The Czech cabinet was scheduled to begin finalising the details of next year's budget at a special session late on Friday evening. The original budget was defeated in Parliament, but the new one - with an even bigger deficit - looks set to go through after an alleged deal between the Social Democrat government and the opposition Christian Democrats. The deal has been criticised by the main opposition party, former premier Vaclav Klaus's Civic Democrats, and Klaus has also mocked the decision to hold a night-session. "During nine years of rule," he said, "previous governments held just three night-time sessions." These, he added, were only in times of crisis.

The new Slovak leader, Mikulas Dzurinda, has said he regards relations with the Czech Republic to be of fundamental importance and that he expects his Czech counterpart, Milos Zeman, to visit him in Bratislava by the end of the month. Dzurinda was speaking in Brussels after talks with the head of the European Commission, Jacques Santer.
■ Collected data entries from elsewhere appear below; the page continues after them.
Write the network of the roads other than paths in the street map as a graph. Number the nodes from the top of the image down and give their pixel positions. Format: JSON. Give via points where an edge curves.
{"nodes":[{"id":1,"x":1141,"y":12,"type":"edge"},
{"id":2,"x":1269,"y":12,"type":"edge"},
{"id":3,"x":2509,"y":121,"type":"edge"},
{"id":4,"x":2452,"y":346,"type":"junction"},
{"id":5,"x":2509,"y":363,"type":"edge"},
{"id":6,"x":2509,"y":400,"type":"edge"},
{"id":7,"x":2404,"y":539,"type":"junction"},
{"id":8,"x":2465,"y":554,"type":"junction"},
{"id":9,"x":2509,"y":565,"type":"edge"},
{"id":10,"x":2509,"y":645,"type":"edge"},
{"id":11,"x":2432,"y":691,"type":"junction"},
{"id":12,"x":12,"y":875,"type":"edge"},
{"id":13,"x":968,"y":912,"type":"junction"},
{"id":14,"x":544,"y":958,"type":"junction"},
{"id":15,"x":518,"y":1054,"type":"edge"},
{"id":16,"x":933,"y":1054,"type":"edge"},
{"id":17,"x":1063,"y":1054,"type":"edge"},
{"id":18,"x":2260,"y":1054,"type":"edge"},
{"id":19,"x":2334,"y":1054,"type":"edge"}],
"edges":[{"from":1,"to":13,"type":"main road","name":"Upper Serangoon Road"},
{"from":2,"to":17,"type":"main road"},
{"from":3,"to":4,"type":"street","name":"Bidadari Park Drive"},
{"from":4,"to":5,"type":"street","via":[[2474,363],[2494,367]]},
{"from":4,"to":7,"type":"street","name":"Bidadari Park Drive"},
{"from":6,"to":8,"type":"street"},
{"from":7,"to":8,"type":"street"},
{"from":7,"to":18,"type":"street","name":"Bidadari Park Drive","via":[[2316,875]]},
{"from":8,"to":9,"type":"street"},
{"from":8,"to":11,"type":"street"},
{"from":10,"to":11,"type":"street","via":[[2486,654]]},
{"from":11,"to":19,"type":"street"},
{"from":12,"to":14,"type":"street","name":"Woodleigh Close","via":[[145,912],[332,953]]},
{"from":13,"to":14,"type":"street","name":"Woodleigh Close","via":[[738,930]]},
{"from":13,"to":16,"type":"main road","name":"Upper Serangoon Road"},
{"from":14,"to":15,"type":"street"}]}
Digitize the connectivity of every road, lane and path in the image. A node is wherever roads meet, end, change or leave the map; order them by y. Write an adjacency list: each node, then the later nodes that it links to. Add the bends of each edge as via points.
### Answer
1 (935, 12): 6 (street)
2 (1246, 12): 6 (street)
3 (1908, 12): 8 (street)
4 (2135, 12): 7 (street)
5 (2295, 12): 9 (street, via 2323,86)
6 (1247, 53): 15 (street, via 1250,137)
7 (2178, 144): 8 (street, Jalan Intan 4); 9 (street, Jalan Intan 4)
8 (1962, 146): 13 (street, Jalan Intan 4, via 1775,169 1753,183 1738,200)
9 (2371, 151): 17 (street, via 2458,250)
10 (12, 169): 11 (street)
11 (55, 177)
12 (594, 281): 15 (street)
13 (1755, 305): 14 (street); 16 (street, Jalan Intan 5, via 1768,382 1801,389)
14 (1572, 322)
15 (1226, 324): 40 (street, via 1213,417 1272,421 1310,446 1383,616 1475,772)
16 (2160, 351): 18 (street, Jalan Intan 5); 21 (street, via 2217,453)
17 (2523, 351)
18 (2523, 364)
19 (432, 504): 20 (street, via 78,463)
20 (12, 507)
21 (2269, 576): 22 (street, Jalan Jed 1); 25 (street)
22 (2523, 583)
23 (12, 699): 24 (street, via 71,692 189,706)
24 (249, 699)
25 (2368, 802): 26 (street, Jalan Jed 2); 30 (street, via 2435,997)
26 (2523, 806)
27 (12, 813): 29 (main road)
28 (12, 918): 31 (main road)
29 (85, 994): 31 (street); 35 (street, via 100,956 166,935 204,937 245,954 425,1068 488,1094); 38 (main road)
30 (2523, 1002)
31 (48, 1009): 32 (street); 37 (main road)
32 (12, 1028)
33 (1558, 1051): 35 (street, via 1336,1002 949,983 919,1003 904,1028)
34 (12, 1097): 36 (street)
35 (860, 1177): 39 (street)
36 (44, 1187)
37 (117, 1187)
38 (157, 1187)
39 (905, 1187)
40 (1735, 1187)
He said talks with Zeman would concern both bilateral relations and the question of European integration. In further signs of improving relations between Bratislava and Prague, Czech President Vaclav Havel is making a working visit to Slovakia on Saturday afternoon - and the Czech government's human rights guardian Petr Uhl met with his Slovak counterpart Pal Csaky on Friday.

Helmut Zilk, the embattled former mayor of Vienna accused of collaborating with Czechoslovakia's communist-era secret police the StB, has received another show of support. After backing from Austria's President and Chancellor, he has now been defended by the speaker of the Vienna Parliament Heinz Fischer - who said the charges were unacceptable and that Zilk must be allowed to see the StB file on him. Czech law does not allow this. Meanwhile, back in Prague, Interior Minister Vaclav Grulich has again attacked the Office for the Investigation of the Crimes of communism - which is suspected of having leaked the information about Zilk's alleged StB activities. Grulich said an investigation had found the Office to have serious shortcomings in its finances, management, and security system. He also warned a new investigation might lead to sackings from the Office.

Service was stopped on the Prague metro's B line on Friday afternoon after a fire at the central Mustek station. Flames lept out from underneath a train as passengers were getting out, but luckily no-one was hurt. Firemen put out the flames and evacuated the station. Experts are now examining what caused the fire.

The Environment Minister of the state of Upper Austria, Erich Haider, has suggested that Austria and the European Union should pay for three gas-fired power stations to be built in the Czech Republic - so that the construction of the Temelin nuclear plant can be abandoned. "Good advice is not enough - nuclear power must be bought out," he said, outlining a plan which would cost over six billion crowns. However, the Environment Minister of the central government in Vienna, Barbara Prammer, is said to be reserved about the idea of using Austrian public funds - although she is also a firm opponent of Temelin.

And finally, a quick look at the weekend weather outlook - it seems there might be a bit of sunshine on Saturday, with temperatures a bracing five to nine degrees celsius - dropping to as low as minus two overnight. Sunday might be a bit warmer, but only by a couple of degrees and temperatures overnight again threaten to drop below freezing. And that's the news.